Society of St James
- Abbreviation: SSJ
- Formation: 1972
- Legal status: Charity
- Purpose: Tackling homelessness
- Headquarters: Southampton
- Location: Southampton, Hampshire;
- Region served: Hampshire, England
- Leader: Tania Marsh (CEO)
- Revenue: £15,268,000 (2023)
- Staff: 280 (2023)
- Volunteers: 47 (2023)
- Website: www.ssj.org.uk

= Society of St James =

English charity

The Society of St James is an English charity based in Southampton, providing accommodation with care and support to homeless and vulnerable people. The Society began in 1972 by establishing a night shelter for homeless men in St James’ Church Hall, followed by a soup run in the city.

Now, the Society manages over 25 projects, with over 550 people being housed at any one time. The Society also runs several projects supporting people in the community and an employment and training project, Jamie's, where computers are refurbished and recycled. The soup kitchen was discontinued in 2009.

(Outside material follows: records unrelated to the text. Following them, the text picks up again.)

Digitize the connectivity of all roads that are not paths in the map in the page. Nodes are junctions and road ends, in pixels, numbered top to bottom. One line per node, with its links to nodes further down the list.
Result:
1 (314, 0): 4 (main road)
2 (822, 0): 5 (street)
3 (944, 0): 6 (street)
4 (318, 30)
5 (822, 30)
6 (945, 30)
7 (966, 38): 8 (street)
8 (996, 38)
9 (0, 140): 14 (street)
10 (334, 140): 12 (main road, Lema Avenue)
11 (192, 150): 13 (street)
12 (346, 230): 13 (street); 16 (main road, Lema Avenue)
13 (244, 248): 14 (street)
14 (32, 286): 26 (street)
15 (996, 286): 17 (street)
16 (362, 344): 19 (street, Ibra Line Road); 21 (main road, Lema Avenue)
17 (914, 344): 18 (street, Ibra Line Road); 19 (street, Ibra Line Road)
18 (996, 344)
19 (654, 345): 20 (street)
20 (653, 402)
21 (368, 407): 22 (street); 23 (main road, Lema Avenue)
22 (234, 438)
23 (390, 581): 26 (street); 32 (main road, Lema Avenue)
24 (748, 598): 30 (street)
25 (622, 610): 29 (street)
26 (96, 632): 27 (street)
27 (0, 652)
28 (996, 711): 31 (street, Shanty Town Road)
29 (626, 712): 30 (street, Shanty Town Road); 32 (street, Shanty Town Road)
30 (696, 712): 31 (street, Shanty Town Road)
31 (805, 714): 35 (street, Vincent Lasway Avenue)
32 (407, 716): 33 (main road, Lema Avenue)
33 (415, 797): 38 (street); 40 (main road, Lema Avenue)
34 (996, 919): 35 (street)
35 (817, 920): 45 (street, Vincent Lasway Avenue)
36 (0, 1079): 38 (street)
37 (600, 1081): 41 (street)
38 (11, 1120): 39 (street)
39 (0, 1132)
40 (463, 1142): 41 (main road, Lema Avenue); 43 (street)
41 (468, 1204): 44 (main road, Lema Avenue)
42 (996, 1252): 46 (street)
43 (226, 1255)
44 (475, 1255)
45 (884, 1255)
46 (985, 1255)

The Society is a registered charity (Registered Charity Number: 1043664) and became a Housing association in 1998.

The Society is a secular organisation. It gained national media attention in 2009 when it suspended an employee for discussing religious views with a colleague during the night shift.

In 2011 the charity highlighted the issue of homelessness with a model skeleton on a sleeping bag with the sign "how long until you take notice?"